Retype the records in full, and please keep the pictures out of the copy.

'''

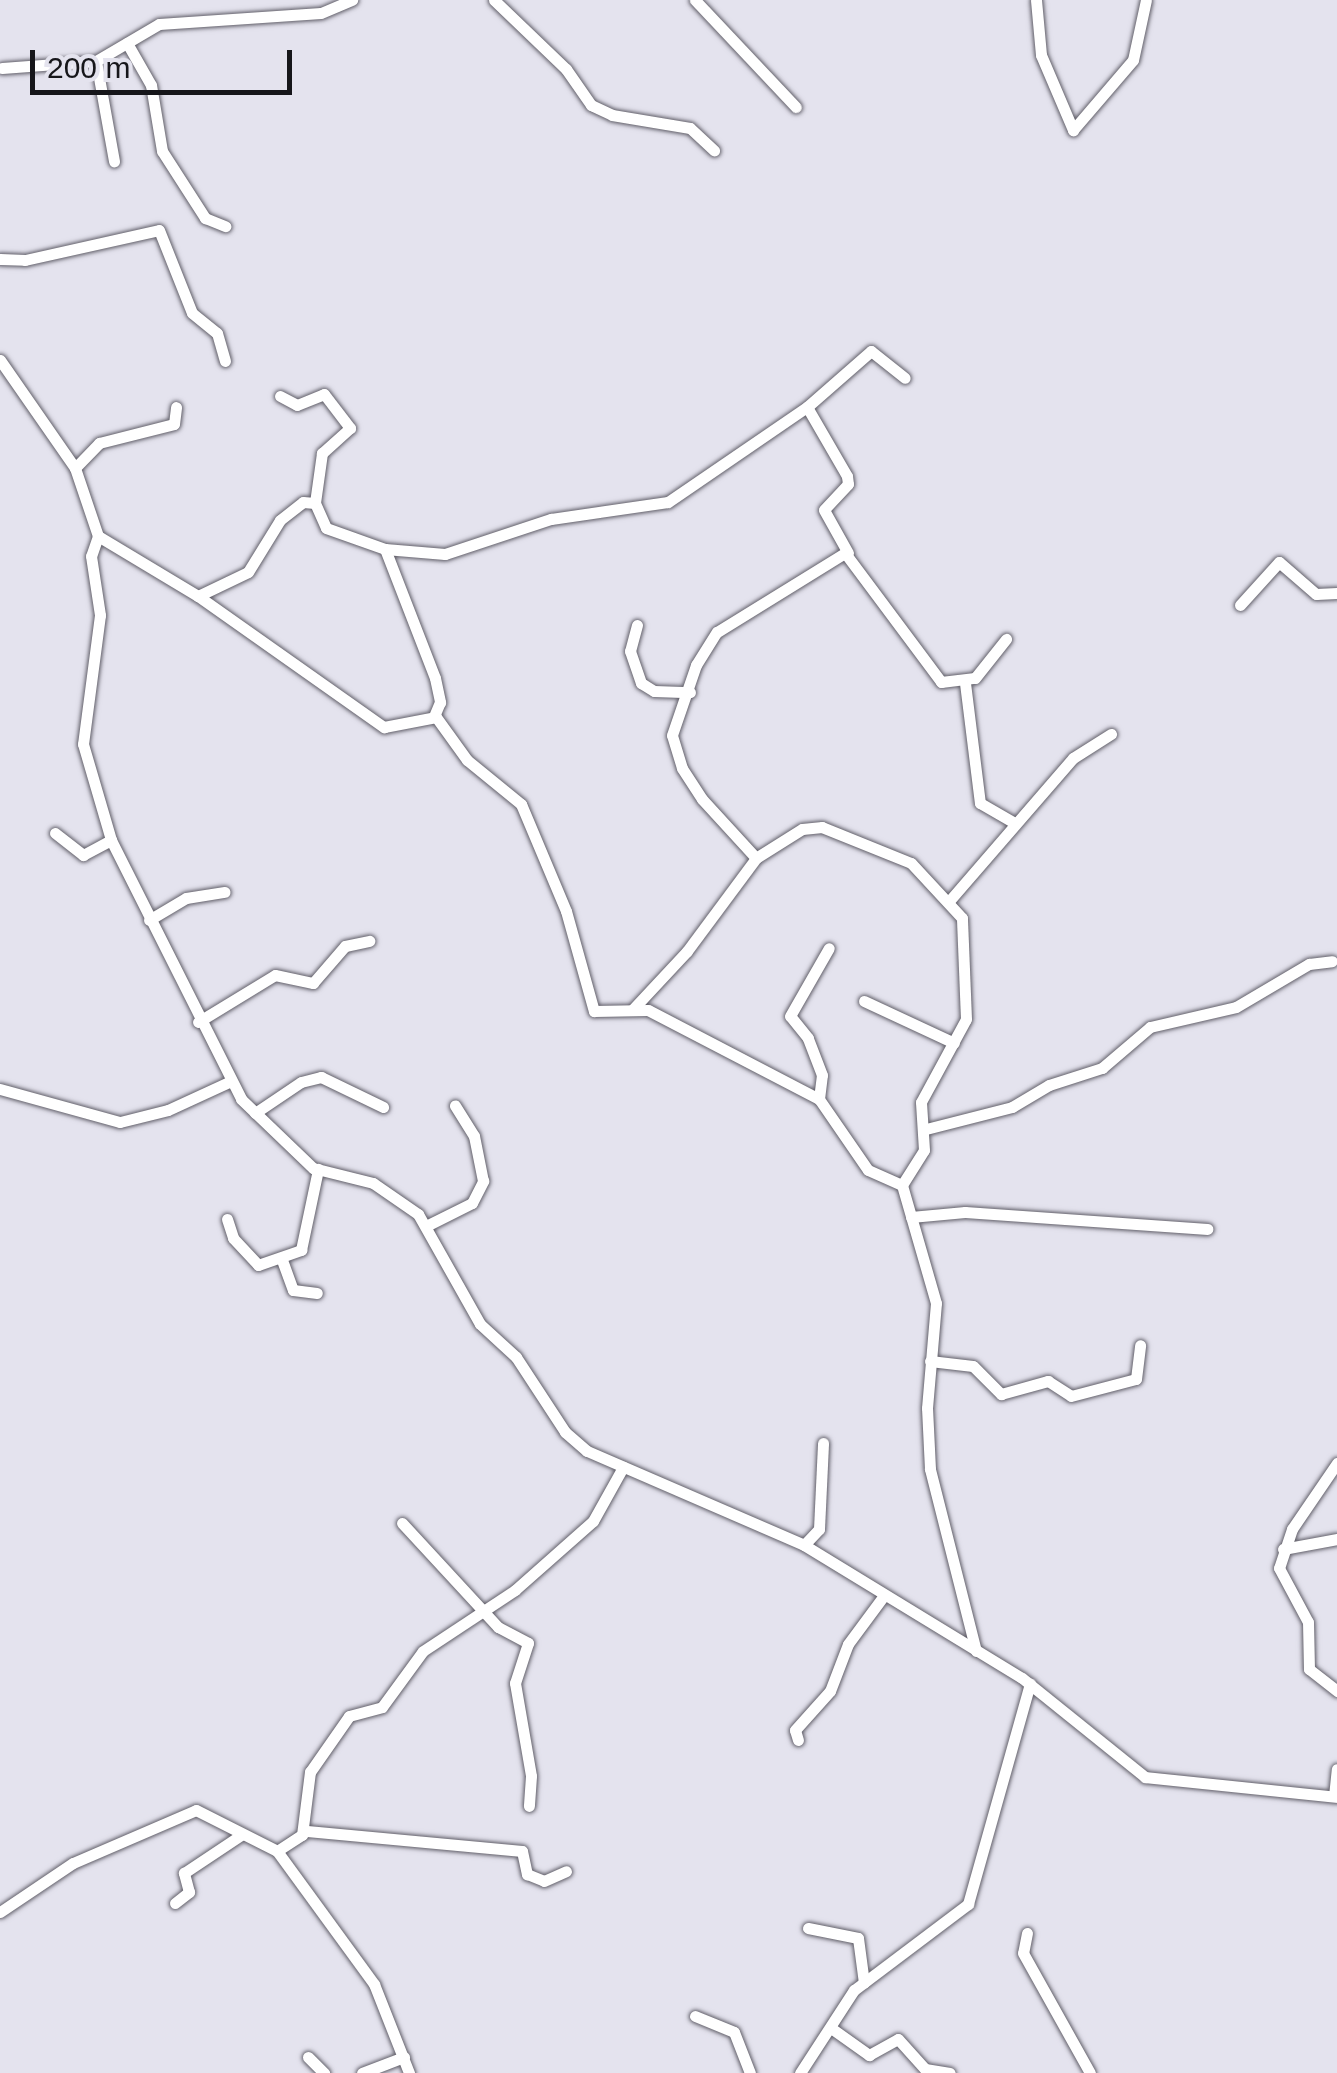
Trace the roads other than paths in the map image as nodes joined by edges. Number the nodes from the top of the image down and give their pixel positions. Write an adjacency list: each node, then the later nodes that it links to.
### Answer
1 (352, 0): 6 (street)
2 (494, 0): 10 (street)
3 (695, 0): 9 (street)
4 (1036, 0): 5 (street)
5 (1146, 0)
6 (126, 43): 7 (street); 12 (street)
7 (96, 61): 8 (street); 11 (street)
8 (1, 68)
9 (796, 107)
10 (714, 150)
11 (114, 161)
12 (225, 226)
13 (0, 259): 15 (street)
14 (0, 360): 20 (street)
15 (225, 361)
16 (905, 378): 19 (street)
17 (280, 396): 21 (street)
18 (176, 407): 20 (street)
19 (806, 407): 23 (street); 24 (street)
20 (75, 468): 22 (street)
21 (315, 503): 23 (street); 26 (street)
22 (98, 536): 26 (street); 36 (street)
23 (385, 549): 32 (street)
24 (848, 553): 30 (street); 31 (street)
25 (1337, 593): 27 (street)
26 (198, 596): 32 (street)
27 (1240, 605)
28 (637, 625): 31 (street)
29 (1006, 639): 30 (street)
30 (965, 683): 34 (street)
31 (690, 692): 37 (street)
32 (434, 716): 45 (street)
33 (1111, 734): 34 (street)
34 (1014, 823): 39 (street)
35 (56, 833): 36 (street)
36 (111, 840): 40 (street)
37 (756, 858): 39 (street); 45 (street)
38 (225, 892): 40 (street)
39 (950, 900): 47 (street)
40 (149, 920): 46 (street)
41 (368, 941): 46 (street)
42 (829, 948): 50 (street)
43 (1332, 961): 54 (street)
44 (864, 1001): 47 (street)
45 (633, 1009): 50 (street)
46 (198, 1022): 48 (street)
47 (954, 1043): 54 (street)
48 (229, 1082): 49 (street); 53 (street)
49 (0, 1089)
50 (819, 1099): 56 (street)
51 (455, 1105): 59 (street)
52 (383, 1107): 53 (street)
53 (255, 1113): 55 (street)
54 (926, 1129): 56 (street)
55 (318, 1170): 59 (street); 61 (street)
56 (902, 1185): 57 (street)
57 (911, 1217): 60 (street); 64 (street)
58 (227, 1220): 61 (street)
59 (428, 1225): 67 (street)
60 (1207, 1229)
61 (282, 1260): 62 (street)
62 (317, 1293)
63 (1140, 1345): 64 (street)
64 (930, 1361): 74 (street)
65 (823, 1443): 70 (street)
66 (1337, 1463): 71 (street)
67 (622, 1467): 70 (street); 73 (street)
68 (402, 1522): 73 (street)
69 (1337, 1539): 71 (street)
70 (804, 1545): 72 (street)
71 (1283, 1549): 76 (street)
72 (882, 1598): 74 (street); 77 (street)
73 (482, 1611): 80 (street); 81 (street)
74 (976, 1652): 75 (street)
75 (1030, 1684): 79 (street); 89 (street)
76 (1337, 1691)
77 (798, 1740)
78 (1337, 1769): 79 (street)
79 (1335, 1796)
80 (529, 1806)
81 (307, 1831): 83 (street); 84 (street)
82 (241, 1835): 83 (street); 85 (street); 86 (street)
83 (277, 1851): 93 (street)
84 (566, 1871)
85 (175, 1904)
86 (0, 1912)
87 (808, 1928): 89 (street)
88 (1027, 1933): 100 (street)
89 (864, 1982): 91 (street)
90 (695, 2016): 97 (street)
91 (831, 2028): 98 (street); 99 (street)
92 (308, 2056): 94 (street)
93 (404, 2057): 95 (street); 96 (street)
94 (324, 2073)
95 (362, 2073)
96 (408, 2073)
97 (750, 2073)
98 (800, 2073)
99 (950, 2073)
100 (1090, 2073)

'''

▶ **Expected answer**:
Trace the roads other than paths in the map image as nodes joined by edges. Number the nodes from the top of the image down and give their pixel positions. Write an adjacency list: each node, then the later nodes that it links to.
### Answer
1 (352, 0): 6 (street)
2 (494, 0): 10 (street)
3 (695, 0): 9 (street)
4 (1036, 0): 5 (street)
5 (1146, 0)
6 (126, 43): 7 (street); 12 (street)
7 (96, 61): 8 (street); 11 (street)
8 (1, 68)
9 (796, 107)
10 (714, 150)
11 (114, 161)
12 (225, 226)
13 (0, 259): 15 (street)
14 (0, 360): 20 (street)
15 (225, 361)
16 (905, 378): 19 (street)
17 (280, 396): 21 (street)
18 (176, 407): 20 (street)
19 (806, 407): 23 (street); 24 (street)
20 (75, 468): 22 (street)
21 (315, 503): 23 (street); 26 (street)
22 (98, 536): 26 (street); 36 (street)
23 (385, 549): 32 (street)
24 (848, 553): 30 (street); 31 (street)
25 (1337, 593): 27 (street)
26 (198, 596): 32 (street)
27 (1240, 605)
28 (637, 625): 31 (street)
29 (1006, 639): 30 (street)
30 (965, 683): 34 (street)
31 (690, 692): 37 (street)
32 (434, 716): 45 (street)
33 (1111, 734): 34 (street)
34 (1014, 823): 39 (street)
35 (56, 833): 36 (street)
36 (111, 840): 40 (street)
37 (756, 858): 39 (street); 45 (street)
38 (225, 892): 40 (street)
39 (950, 900): 47 (street)
40 (149, 920): 46 (street)
41 (368, 941): 46 (street)
42 (829, 948): 50 (street)
43 (1332, 961): 54 (street)
44 (864, 1001): 47 (street)
45 (633, 1009): 50 (street)
46 (198, 1022): 48 (street)
47 (954, 1043): 54 (street)
48 (229, 1082): 49 (street); 53 (street)
49 (0, 1089)
50 (819, 1099): 56 (street)
51 (455, 1105): 59 (street)
52 (383, 1107): 53 (street)
53 (255, 1113): 55 (street)
54 (926, 1129): 56 (street)
55 (318, 1170): 59 (street); 61 (street)
56 (902, 1185): 57 (street)
57 (911, 1217): 60 (street); 64 (street)
58 (227, 1220): 61 (street)
59 (428, 1225): 67 (street)
60 (1207, 1229)
61 (282, 1260): 62 (street)
62 (317, 1293)
63 (1140, 1345): 64 (street)
64 (930, 1361): 74 (street)
65 (823, 1443): 70 (street)
66 (1337, 1463): 71 (street)
67 (622, 1467): 70 (street); 73 (street)
68 (402, 1522): 73 (street)
69 (1337, 1539): 71 (street)
70 (804, 1545): 72 (street)
71 (1283, 1549): 76 (street)
72 (882, 1598): 74 (street); 77 (street)
73 (482, 1611): 80 (street); 81 (street)
74 (976, 1652): 75 (street)
75 (1030, 1684): 79 (street); 89 (street)
76 (1337, 1691)
77 (798, 1740)
78 (1337, 1769): 79 (street)
79 (1335, 1796)
80 (529, 1806)
81 (307, 1831): 83 (street); 84 (street)
82 (241, 1835): 83 (street); 85 (street); 86 (street)
83 (277, 1851): 93 (street)
84 (566, 1871)
85 (175, 1904)
86 (0, 1912)
87 (808, 1928): 89 (street)
88 (1027, 1933): 100 (street)
89 (864, 1982): 91 (street)
90 (695, 2016): 97 (street)
91 (831, 2028): 98 (street); 99 (street)
92 (308, 2056): 94 (street)
93 (404, 2057): 95 (street); 96 (street)
94 (324, 2073)
95 (362, 2073)
96 (408, 2073)
97 (750, 2073)
98 (800, 2073)
99 (950, 2073)
100 (1090, 2073)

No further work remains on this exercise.